Try it>
Check every line below for the word "Kelambakkam" and copy the ones that have it.
═════ Study material
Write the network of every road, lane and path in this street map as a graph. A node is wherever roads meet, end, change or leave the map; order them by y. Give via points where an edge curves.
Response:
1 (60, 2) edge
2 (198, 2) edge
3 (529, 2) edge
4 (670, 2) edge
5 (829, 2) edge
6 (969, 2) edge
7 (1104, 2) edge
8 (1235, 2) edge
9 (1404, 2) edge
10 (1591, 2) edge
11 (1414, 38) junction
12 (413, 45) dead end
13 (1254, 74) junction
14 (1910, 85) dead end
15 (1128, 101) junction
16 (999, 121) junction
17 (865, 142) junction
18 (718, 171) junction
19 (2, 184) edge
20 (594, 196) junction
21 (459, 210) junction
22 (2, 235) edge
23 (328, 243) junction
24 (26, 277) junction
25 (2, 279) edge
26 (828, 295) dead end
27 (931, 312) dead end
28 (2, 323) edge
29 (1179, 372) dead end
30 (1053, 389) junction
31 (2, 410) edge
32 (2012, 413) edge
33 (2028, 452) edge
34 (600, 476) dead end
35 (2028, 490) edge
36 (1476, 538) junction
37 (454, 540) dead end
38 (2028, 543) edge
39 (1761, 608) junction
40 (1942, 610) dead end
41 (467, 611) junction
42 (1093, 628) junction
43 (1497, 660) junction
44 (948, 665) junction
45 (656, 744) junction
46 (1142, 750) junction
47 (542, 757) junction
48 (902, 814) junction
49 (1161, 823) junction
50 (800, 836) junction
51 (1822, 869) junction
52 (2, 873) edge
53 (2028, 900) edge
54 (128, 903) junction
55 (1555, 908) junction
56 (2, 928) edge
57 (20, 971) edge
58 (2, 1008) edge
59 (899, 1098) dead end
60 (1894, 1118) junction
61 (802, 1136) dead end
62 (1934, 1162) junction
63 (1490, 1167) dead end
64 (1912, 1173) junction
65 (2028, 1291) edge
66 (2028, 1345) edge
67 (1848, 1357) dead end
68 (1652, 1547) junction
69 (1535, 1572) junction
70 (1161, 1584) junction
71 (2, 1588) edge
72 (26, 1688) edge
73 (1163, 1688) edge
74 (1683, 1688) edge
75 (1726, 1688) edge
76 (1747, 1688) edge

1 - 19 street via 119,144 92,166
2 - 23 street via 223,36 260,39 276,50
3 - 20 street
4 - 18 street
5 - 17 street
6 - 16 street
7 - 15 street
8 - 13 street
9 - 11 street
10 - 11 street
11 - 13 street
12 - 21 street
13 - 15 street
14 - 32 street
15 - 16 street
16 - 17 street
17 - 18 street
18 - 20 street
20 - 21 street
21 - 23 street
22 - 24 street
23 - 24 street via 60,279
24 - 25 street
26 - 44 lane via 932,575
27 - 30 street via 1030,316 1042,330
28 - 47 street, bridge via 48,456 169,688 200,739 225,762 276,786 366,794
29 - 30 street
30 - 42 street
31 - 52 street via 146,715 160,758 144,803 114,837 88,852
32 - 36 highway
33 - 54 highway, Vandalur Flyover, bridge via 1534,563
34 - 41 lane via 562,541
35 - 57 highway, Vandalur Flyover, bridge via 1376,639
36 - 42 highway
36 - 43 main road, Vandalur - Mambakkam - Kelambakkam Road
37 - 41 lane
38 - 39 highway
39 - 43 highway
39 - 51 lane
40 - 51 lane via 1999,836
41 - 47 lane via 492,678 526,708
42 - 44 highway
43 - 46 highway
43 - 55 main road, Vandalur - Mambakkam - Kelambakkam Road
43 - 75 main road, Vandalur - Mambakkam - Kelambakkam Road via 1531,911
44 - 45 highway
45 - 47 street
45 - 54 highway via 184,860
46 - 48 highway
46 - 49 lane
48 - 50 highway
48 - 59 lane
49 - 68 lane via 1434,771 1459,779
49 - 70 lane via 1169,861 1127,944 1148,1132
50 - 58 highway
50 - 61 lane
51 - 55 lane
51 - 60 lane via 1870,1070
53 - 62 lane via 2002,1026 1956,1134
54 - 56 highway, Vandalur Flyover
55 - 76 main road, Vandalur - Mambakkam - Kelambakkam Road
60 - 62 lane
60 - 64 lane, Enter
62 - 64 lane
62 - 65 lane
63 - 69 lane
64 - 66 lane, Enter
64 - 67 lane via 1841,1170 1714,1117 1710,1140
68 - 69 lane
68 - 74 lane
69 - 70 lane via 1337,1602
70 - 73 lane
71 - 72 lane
══════════
Response to this exercise>
36 - 43 main road, Vandalur - Mambakkam - Kelambakkam Road
43 - 55 main road, Vandalur - Mambakkam - Kelambakkam Road
43 - 75 main road, Vandalur - Mambakkam - Kelambakkam Road via 1531,911
55 - 76 main road, Vandalur - Mambakkam - Kelambakkam Road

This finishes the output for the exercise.